Director Threatens to Sue Variety Over Oscar Shakedown Scheme
Joshua Newton, the director of Iron Cross, forced Variety to spike a critical review of his film from the web because he'd purchased a $400,000 Oscar campaign in the paper. But that wasn't enough—now he's considering suing.
Newton, a British filmmaker whose Holocaust revenge drama turned out to be Roy Scheider's last movie, told Gawker that he and his investors are contemplating a lawsuit against Variety for selling them on a $400,000 Oscar campaign only to turn around publish a review calling the film "hackneyed," "preposterous," "mediocre," "choppy," and "uncertain." Variety pulled the review, by freelance critic Robert Koehler, in December.
"We are currently reviewing our options," Newton told Gawker. "I can't comment on the legalities, but suffice it to say—how can I put this? There are issues. There are valid issues."
To hear Newton tell it, Variety considered him an easy mark in a shakedown scheme that has shades of For Your Consideration. A Variety salesperson first approached him last summer, he says, to pitch him on a $400,000 ad campaign—on the very same day that Variety editor Timothy Gray just happened to mention Iron Cross out of the clear blue sky as a potential Oscar contender in a column. "We were put on a short list of Oscar contenders by the editor himself," Newton says. "The sales department—on the same day the column ran—rang me up and said, 'Hey, did you know you're on our list of Oscar contenders?' I won't say anything else, but you get the gist of what went on."

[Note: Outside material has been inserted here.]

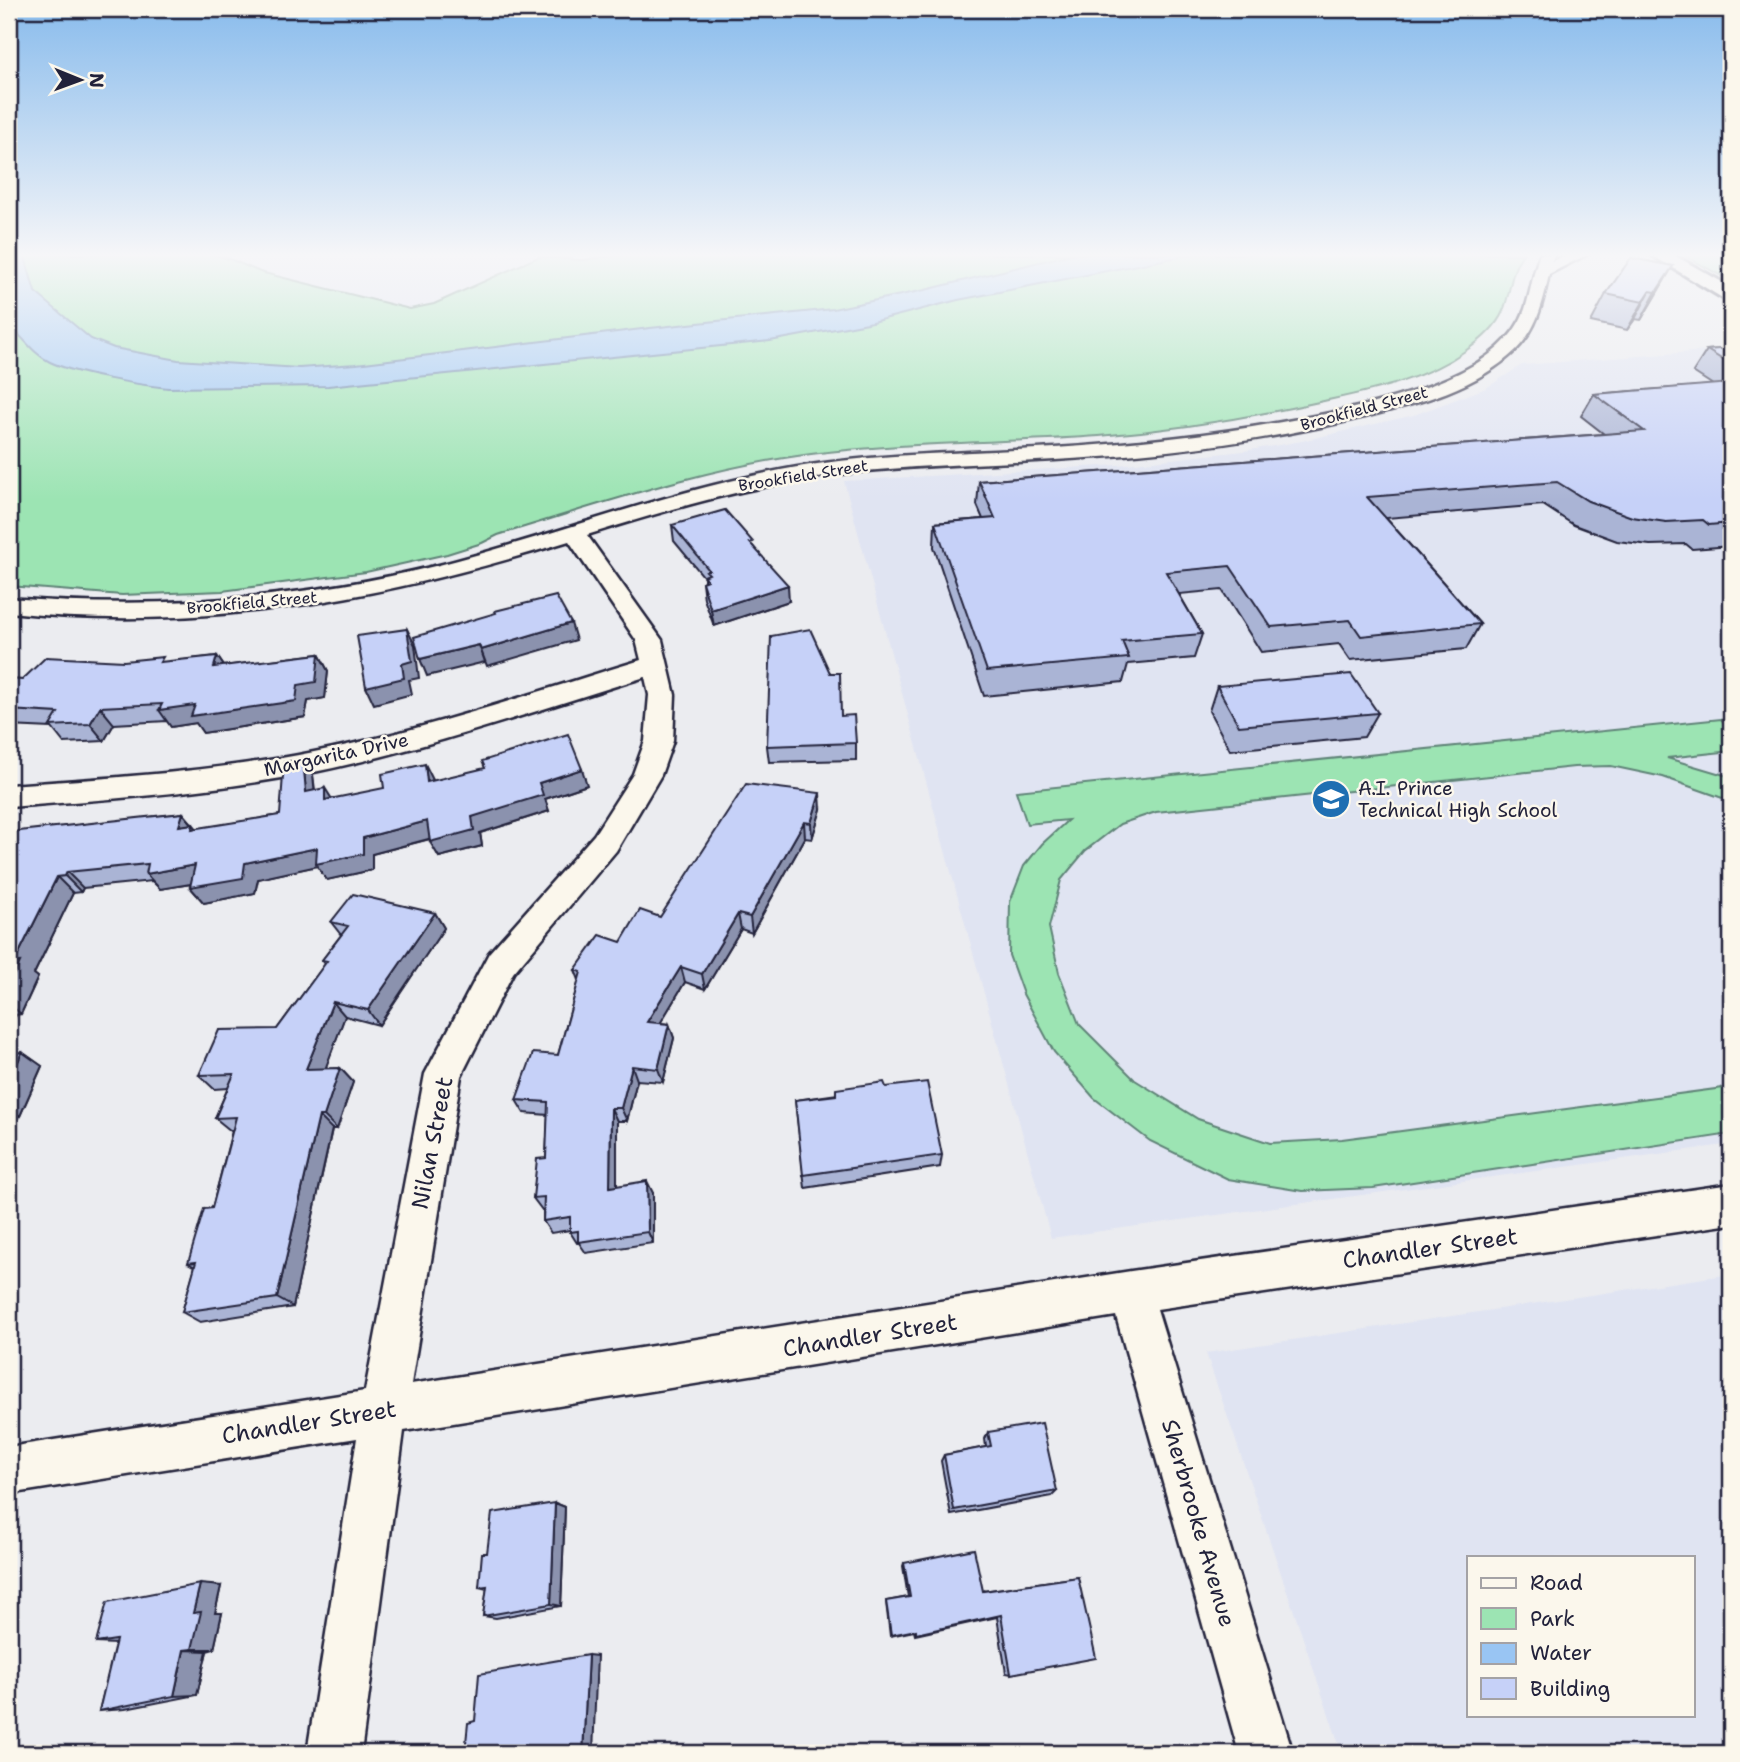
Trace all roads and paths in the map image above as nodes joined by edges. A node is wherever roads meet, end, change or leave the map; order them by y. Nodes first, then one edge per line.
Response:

Newton and his investors bit, and purchased a raft of omnipresent ads and slots for Iron Cross in the Variety Screening Series—usually reserved for Oscar contenders—in New York, Los Angeles, and San Francisco.
But the deal went sour when Koehler published his scathing review in December (you can read the Google cache here). "They made a very big fuss over us," Newton says. "So you can imagine how I felt when, on the day of the San Francisco screening, I got a phone call from my publicist reading that review. I was quite taken aback. It just didn't make sense. It was completely contrary to the campaign." Newton got Variety to take down the review, but that doesn't seem to have done the trick: While he says "editorial considerations" never came up during negotiations over the ad buy, he clearly feels that $400,000 should have bought him a more solicitous review than the one he got.
"We weren't just simply advertisers," he says. "We did a joint venture with Variety to promote Iron Cross. It was not a decent thing to do."
The column in which Gray dropped Iron Cross as an Oscar contender, by the way, also mentioned 55 other movies as worthy of consideration. We imagine that was a very busy day for his sales team.
Variety publisher Brian Gott, editor Gray, and Koehler didn't immediately respond to e-mails.